Offshore Drilling in the Outer Continental Shelf?

Feature story - March 10, 2006

For 25 years, a battle has raged to reverse the offshore drilling moratorium that protects our most sensitive coastal national treasures.  A contentious vote this week has brought the issue to the forefront, as all eyes are on Congress to see if America's coastlines are presented to Big Business on a silver platter.

On March 8, the U.S. Senate Energy Committee voted 16-5 to open nearly three million acres of federal waters to energy exploration development.  The waters, located 100 miles off the Florida coast in the Gulf of Mexico, serve as a critical nursery for a multitude of fish in the Gulf Stream.  Drilling would not only disrupt the fragile environment, but also the tourism industry.

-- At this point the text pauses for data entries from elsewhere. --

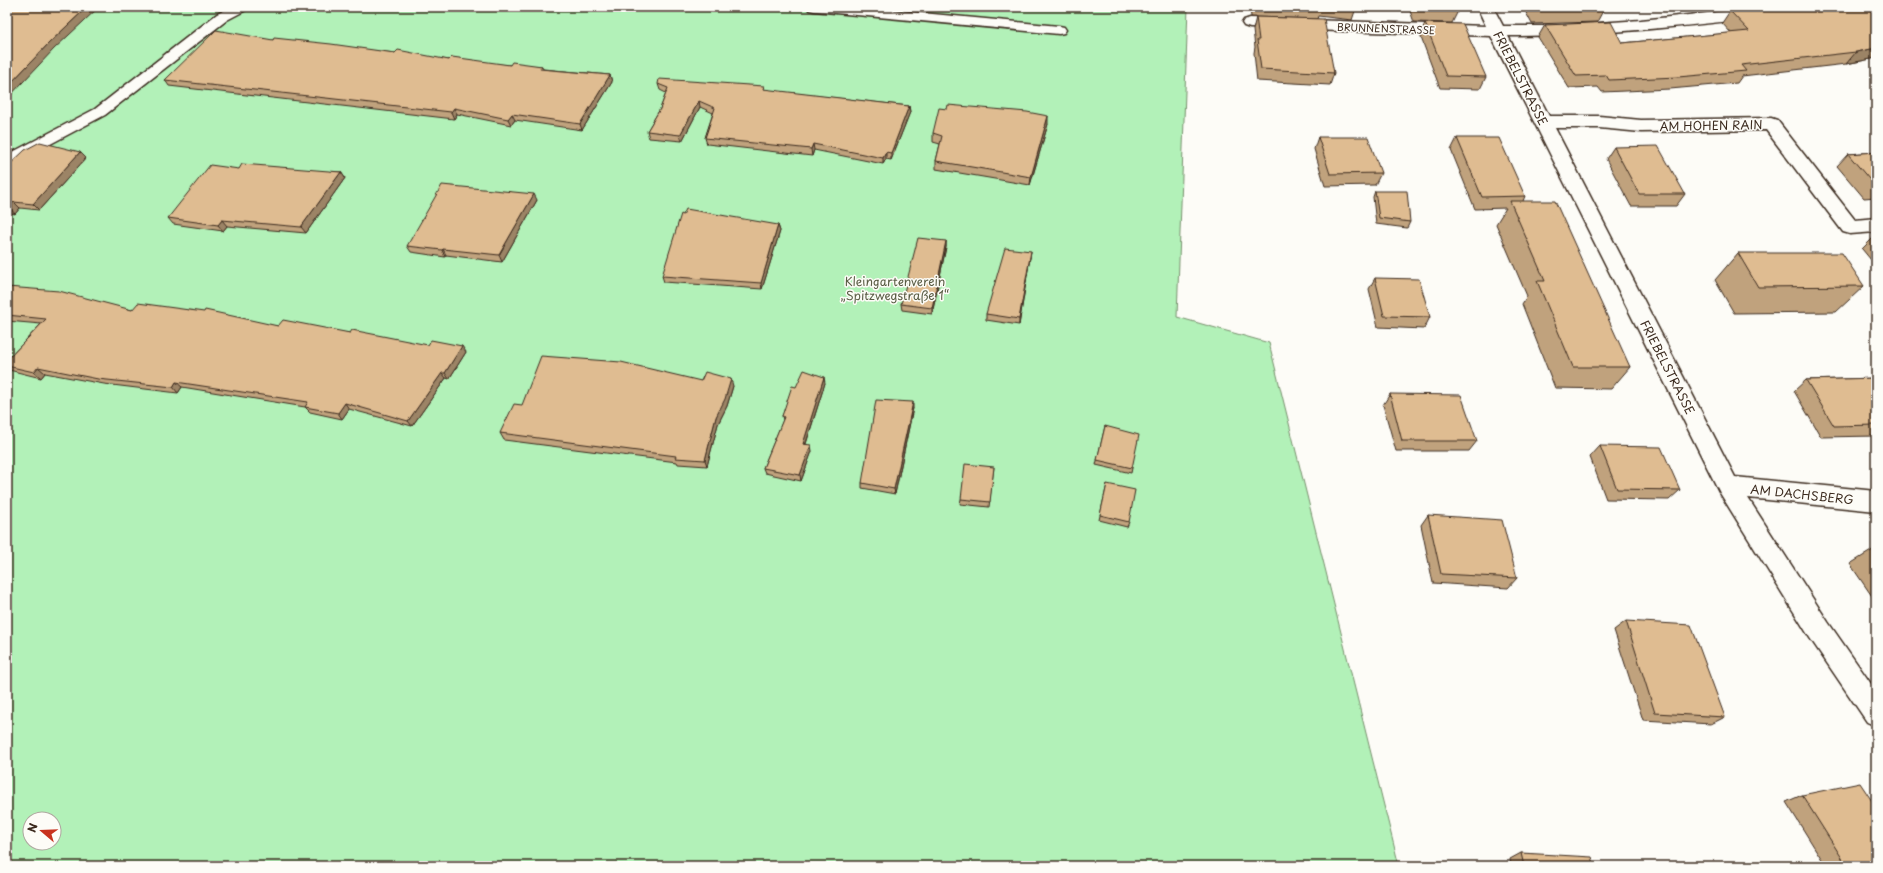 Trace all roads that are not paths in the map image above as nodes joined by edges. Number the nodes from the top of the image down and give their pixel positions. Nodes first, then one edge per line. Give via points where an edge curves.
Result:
1 (241, 7) edge
2 (814, 7) edge
3 (1485, 7) edge
4 (1809, 7) edge
5 (1250, 23) dead end
6 (1059, 30) dead end
7 (1496, 31) junction
8 (1543, 122) junction
9 (7, 162) edge
10 (1876, 225) edge
11 (1728, 486) junction
12 (1876, 501) edge
13 (1876, 713) edge

1 - 9 lane via 222,17 100,112
2 - 6 lane
3 - 7 street, FRIEBELSTRASSE
4 - 7 street, BRUNNENSTRASSE via 1641,25 1555,31
5 - 7 street, BRUNNENSTRASSE
7 - 8 street, FRIEBELSTRASSE
8 - 10 street, AM HOHEN RAIN via 1599,122 1641,126 1772,124 1850,227
8 - 11 street, FRIEBELSTRASSE
11 - 12 street, AM DACHSBERG
11 - 13 street, FRIEBELSTRASSE via 1819,630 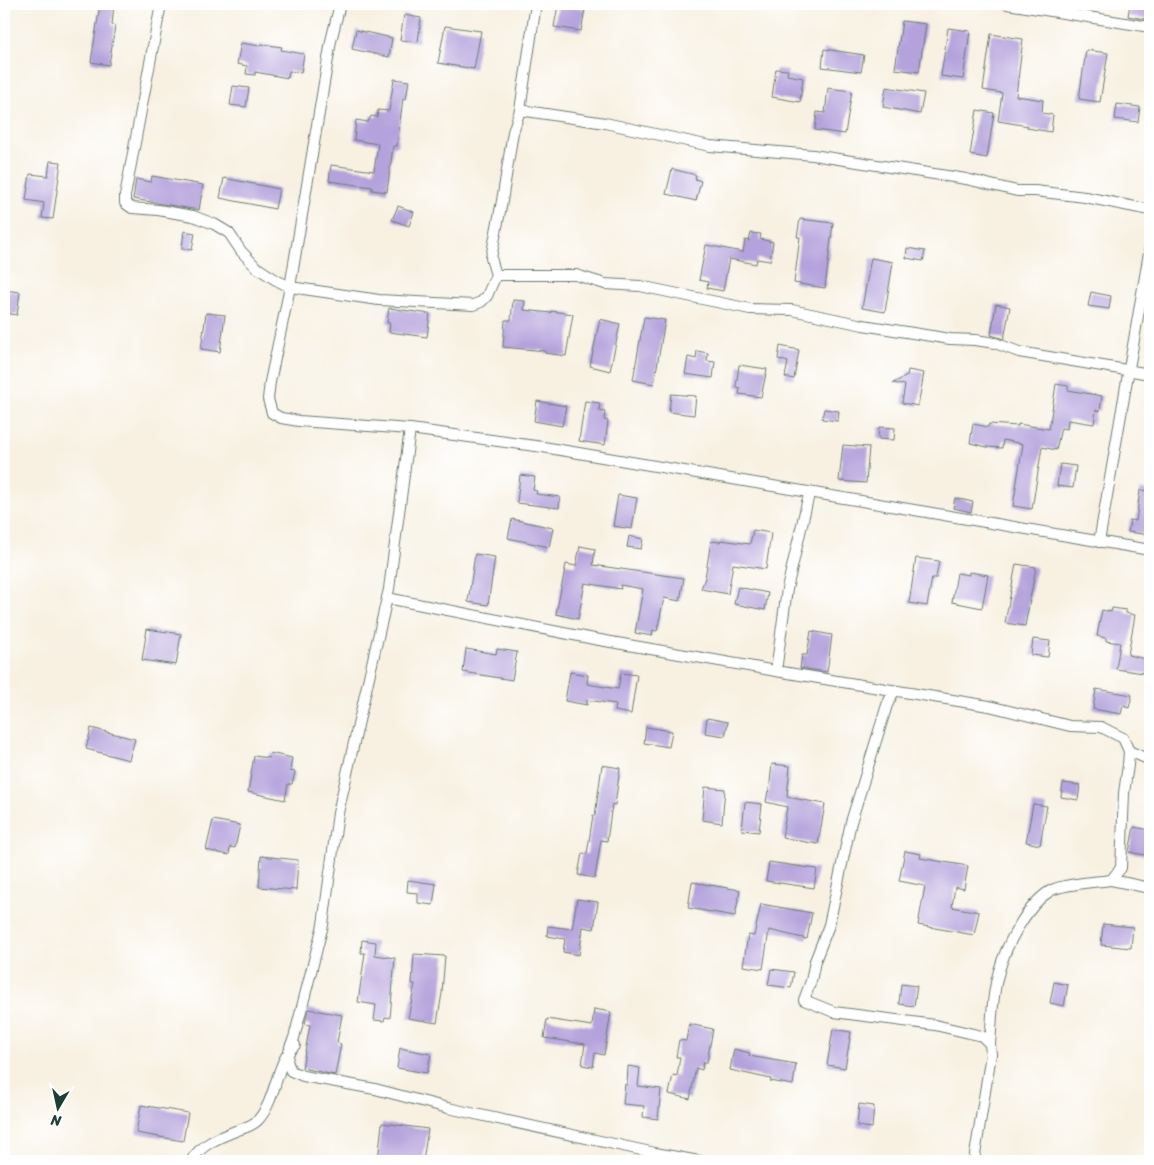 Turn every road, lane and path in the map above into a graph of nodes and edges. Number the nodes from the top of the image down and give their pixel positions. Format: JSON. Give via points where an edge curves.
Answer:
{"nodes":[{"id":1,"x":161,"y":4,"type":"edge"},
{"id":2,"x":340,"y":4,"type":"edge"},
{"id":3,"x":536,"y":4,"type":"edge"},
{"id":4,"x":1008,"y":4,"type":"edge"},
{"id":5,"x":1150,"y":27,"type":"edge"},
{"id":6,"x":520,"y":110,"type":"junction"},
{"id":7,"x":1150,"y":210,"type":"edge"},
{"id":8,"x":1150,"y":248,"type":"edge"},
{"id":9,"x":496,"y":275,"type":"junction"},
{"id":10,"x":290,"y":287,"type":"junction"},
{"id":11,"x":1129,"y":370,"type":"junction"},
{"id":12,"x":1150,"y":374,"type":"edge"},
{"id":13,"x":410,"y":429,"type":"junction"},
{"id":14,"x":809,"y":494,"type":"junction"},
{"id":15,"x":1099,"y":542,"type":"junction"},
{"id":16,"x":1150,"y":550,"type":"edge"},
{"id":17,"x":386,"y":598,"type":"junction"},
{"id":18,"x":776,"y":671,"type":"junction"},
{"id":19,"x":894,"y":691,"type":"junction"},
{"id":20,"x":1129,"y":751,"type":"junction"},
{"id":21,"x":1150,"y":760,"type":"edge"},
{"id":22,"x":1111,"y":880,"type":"junction"},
{"id":23,"x":1150,"y":888,"type":"edge"},
{"id":24,"x":990,"y":1044,"type":"junction"},
{"id":25,"x":290,"y":1048,"type":"junction"},
{"id":26,"x":191,"y":1161,"type":"edge"},
{"id":27,"x":699,"y":1161,"type":"edge"},
{"id":28,"x":974,"y":1161,"type":"edge"}],
"edges":[{"from":1,"to":10,"type":"street","via":[[125,203],[132,208],[192,216],[214,224],[229,233],[256,267]]},
{"from":2,"to":10,"type":"street"},
{"from":3,"to":6,"type":"street"},
{"from":4,"to":5,"type":"street"},
{"from":6,"to":7,"type":"street","via":[[605,123],[710,146],[813,155]]},
{"from":6,"to":9,"type":"street","via":[[513,132],[491,258]]},
{"from":8,"to":11,"type":"street"},
{"from":9,"to":10,"type":"street","via":[[487,296],[473,305],[379,300]]},
{"from":9,"to":11,"type":"street","via":[[576,275],[604,284],[640,286],[750,309],[792,310],[950,339],[975,340],[1020,352]]},
{"from":10,"to":13,"type":"street","via":[[270,382],[268,399],[272,413],[299,421]]},
{"from":11,"to":12,"type":"street"},
{"from":11,"to":15,"type":"street"},
{"from":13,"to":14,"type":"street","via":[[543,448]]},
{"from":13,"to":17,"type":"street"},
{"from":14,"to":15,"type":"street"},
{"from":14,"to":18,"type":"street","via":[[788,590]]},
{"from":15,"to":16,"type":"street"},
{"from":17,"to":18,"type":"street"},
{"from":17,"to":25,"type":"street","via":[[338,813],[323,925]]},
{"from":18,"to":19,"type":"street"},
{"from":19,"to":20,"type":"street","via":[[989,706],[1070,726],[1101,728],[1123,738]]},
{"from":19,"to":24,"type":"street","via":[[854,813],[828,926],[804,1000],[834,1012],[936,1025],[982,1036]]},
{"from":20,"to":21,"type":"street"},
{"from":20,"to":22,"type":"street","via":[[1121,868]]},
{"from":22,"to":23,"type":"street"},
{"from":22,"to":24,"type":"street","via":[[1051,890],[1021,922],[998,971]]},
{"from":24,"to":28,"type":"street"},
{"from":25,"to":26,"type":"street","via":[[267,1107],[257,1121],[204,1146]]},
{"from":25,"to":27,"type":"street","via":[[286,1061],[291,1071],[304,1076]]}]}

Floridians aren't happy about the proposal - not that anyone has asked them.  The Minerals Management Service, the agency pushing to drill in the area, plans to hold 13 public hearings on the issue - none of which will be in Florida.

But Florida Congress members are not keeping quiet.  Twenty-one House members from Florida wrote to Interior Secretary Gale Norton on March 6 to express opposition to the plan, and Florida's senators are against the plan as well.

The constant debates over drilling for oil and gas - whether it's off Florida's coasts or in Alaska's Wildlife Refuge - are as unnecessary as they are controversial.  We have the ability to meet our energy needs through clean, renewable sources like wind and solar.  It's time to make the switch to sustainable energy sources and keep the drills out of our protected land AND our sea.